Если б Ватто и хотел, он не мог бы стать зевакой, надо было искать пропитание. «Персидских писем» Монтескье он не читал, хотя бы потому, что они еще не были написаны, но не надо было обладать проницательностью перса Рики, чтобы понять, что в Париже более, чем где бы то ни было, источник доходов «заключается только в уме и ловкости» и что каждый «извлекает из своего умения все, что может». Все, что сумел Ватто на первых порах — не умереть с голоду. В живописной мастерской на мосту Нотр-Дам он каждый день получал миску горячей похлебки, а иногда и несколько мелких монет за самую что ни на есть ремесленную, но все же художественную работу.
Впрочем, обольщаться не стоит. Искусный ювелир пользовался куда большим уважением, чем даже хозяин лавочки, торговавший убогими и дешевыми копиями одних и тех же картин, покупателями которых были люди, обычно полностью лишенные вкуса, то есть те, кто тяготел к некоторой роскоши — картинам, но старался, чтобы роскошь была дешевой. А что может быть хуже дешевой роскоши, то есть в данном случае картин, в которых нет вовсе никакого искусства. Даже — страшно сказать! — талант молодого Ватто вряд ли спасал положение. В лавочке совершалось все возможное, чтобы любой талант уничтожить во имя одинаковости пользовавшихся успехом копий. Оттенок индивидуальности был вреден для дела и потому искоренялся.
Писались там, в частности, копии со «Старушки» Герарда (Жерара, как, конечно же, говорили в Париже) Доу. Оригиналы этого художника хранятся и в Эрмитаже, и в Лувре, и, разглядывая эту мастерскую, но совершенно незначительную и скучную живопись, нетрудно себе представить, как могла она надоесть. Те же самые морщинки писать еще и еще, и знать, что окончание очередной копии повлечет за собой начало новой!
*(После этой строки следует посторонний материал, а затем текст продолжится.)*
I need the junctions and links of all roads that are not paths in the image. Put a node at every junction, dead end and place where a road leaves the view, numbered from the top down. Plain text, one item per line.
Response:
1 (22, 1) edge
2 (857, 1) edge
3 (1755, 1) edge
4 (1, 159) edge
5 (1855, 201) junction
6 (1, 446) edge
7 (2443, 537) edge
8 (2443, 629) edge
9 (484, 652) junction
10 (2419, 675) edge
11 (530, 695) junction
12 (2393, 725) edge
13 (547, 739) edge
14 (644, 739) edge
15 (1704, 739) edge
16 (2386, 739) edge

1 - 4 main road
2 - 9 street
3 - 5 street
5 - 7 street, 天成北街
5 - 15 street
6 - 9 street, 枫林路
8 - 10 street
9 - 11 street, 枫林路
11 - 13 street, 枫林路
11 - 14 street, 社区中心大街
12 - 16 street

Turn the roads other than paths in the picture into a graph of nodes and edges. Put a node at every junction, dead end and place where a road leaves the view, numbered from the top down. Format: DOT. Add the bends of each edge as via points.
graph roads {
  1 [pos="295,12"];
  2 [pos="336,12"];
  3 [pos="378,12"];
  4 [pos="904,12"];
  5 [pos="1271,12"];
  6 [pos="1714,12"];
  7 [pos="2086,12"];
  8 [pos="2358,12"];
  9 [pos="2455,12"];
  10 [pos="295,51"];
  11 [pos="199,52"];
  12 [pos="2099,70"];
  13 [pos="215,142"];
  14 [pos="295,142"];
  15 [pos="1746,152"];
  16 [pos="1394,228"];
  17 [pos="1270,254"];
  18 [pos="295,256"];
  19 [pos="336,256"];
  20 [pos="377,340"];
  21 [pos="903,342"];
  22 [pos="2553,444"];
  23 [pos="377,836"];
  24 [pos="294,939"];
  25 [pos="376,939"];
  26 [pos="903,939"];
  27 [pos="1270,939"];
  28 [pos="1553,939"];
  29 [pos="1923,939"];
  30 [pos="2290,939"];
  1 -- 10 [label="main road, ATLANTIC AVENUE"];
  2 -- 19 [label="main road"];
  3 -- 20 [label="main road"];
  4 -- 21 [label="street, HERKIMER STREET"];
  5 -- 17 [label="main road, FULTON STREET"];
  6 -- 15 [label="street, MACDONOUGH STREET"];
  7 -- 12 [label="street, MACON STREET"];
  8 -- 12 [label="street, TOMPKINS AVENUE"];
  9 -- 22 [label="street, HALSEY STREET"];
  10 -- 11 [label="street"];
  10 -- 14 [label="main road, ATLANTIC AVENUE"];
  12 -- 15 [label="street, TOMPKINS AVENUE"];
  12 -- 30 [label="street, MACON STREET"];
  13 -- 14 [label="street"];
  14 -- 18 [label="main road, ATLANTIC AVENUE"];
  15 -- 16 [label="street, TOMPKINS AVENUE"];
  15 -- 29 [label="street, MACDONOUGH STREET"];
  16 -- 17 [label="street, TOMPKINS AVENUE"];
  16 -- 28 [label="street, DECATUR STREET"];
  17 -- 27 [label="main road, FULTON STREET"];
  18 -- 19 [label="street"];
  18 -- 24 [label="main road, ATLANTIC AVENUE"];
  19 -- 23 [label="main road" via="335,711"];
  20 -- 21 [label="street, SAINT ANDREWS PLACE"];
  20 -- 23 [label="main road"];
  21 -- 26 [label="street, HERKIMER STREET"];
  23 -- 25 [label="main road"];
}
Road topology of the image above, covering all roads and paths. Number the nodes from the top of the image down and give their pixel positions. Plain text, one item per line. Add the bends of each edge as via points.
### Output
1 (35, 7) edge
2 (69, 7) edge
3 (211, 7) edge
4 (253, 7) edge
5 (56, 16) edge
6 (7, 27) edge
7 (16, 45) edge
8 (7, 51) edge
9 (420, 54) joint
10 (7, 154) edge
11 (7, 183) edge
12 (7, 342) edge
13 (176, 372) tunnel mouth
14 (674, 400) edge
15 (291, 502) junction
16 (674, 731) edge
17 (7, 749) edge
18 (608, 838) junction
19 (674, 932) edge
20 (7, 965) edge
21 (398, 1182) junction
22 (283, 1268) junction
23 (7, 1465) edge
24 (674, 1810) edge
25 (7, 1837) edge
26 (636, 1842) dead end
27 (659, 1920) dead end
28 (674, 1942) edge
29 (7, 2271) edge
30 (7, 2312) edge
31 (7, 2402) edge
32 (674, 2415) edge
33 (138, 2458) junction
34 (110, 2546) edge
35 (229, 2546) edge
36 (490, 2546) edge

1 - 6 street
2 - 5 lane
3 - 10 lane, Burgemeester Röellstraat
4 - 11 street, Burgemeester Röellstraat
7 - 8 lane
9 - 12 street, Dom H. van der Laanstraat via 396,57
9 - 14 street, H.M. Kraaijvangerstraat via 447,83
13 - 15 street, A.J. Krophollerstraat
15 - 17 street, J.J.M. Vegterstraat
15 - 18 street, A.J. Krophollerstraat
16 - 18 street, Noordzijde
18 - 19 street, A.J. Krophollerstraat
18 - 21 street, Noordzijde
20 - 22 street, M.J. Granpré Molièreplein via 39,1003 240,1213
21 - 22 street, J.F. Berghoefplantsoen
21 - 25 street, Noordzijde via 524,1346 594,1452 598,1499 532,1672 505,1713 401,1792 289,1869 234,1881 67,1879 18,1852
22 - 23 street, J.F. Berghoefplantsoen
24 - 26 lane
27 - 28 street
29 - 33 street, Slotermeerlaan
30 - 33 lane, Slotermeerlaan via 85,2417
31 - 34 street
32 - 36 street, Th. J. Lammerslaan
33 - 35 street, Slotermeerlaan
Конечно, ремеслу Ватто продолжал учиться, но терял все же больше, нежели приобретал. Копия может принести пользу лишь тогда, когда копиист тщательно изучает манеру мастера, разгадывает его секреты, систему и последовательность работы. Здесь же копии писались без размышлений, художники работали механически. Недаром Ватто был однажды пойман на том, что делал копию по памяти, что было для него приятным разнообразием. На глазах Ватто и при его непосредственном участии искусство подвергалось постоянному унижению. Возможно, именно тогда любовь его к живописи прошла через самое жестокое испытание.
Ватто выдержал. Природа наделила его волей и непреклонным нравом; даже рабское убогое художество не убило в нем желания рисовать. Воскресенья стали для него подлинными праздниками — по воскресеньям он мог работать, а не тратить время ради хлеба насущного. Умерщвляемый в течение будней карандаш становился живым, вибрировал в такт льющимся со всех сторон впечатлениям, стремительно и точно летал по листкам карне — маленьких альбомов, ставших ныне столь знаменитыми, а тогда небрежно таскаемых в карманах бедного кафтана, где они мялись и пачкались, поскольку сам Ватто им особенного значения еще не придавал. У него не было, естественно, денег на краски. Был карандаш, была бумага, была дьявольская энергия. И весь Париж был к его услугам.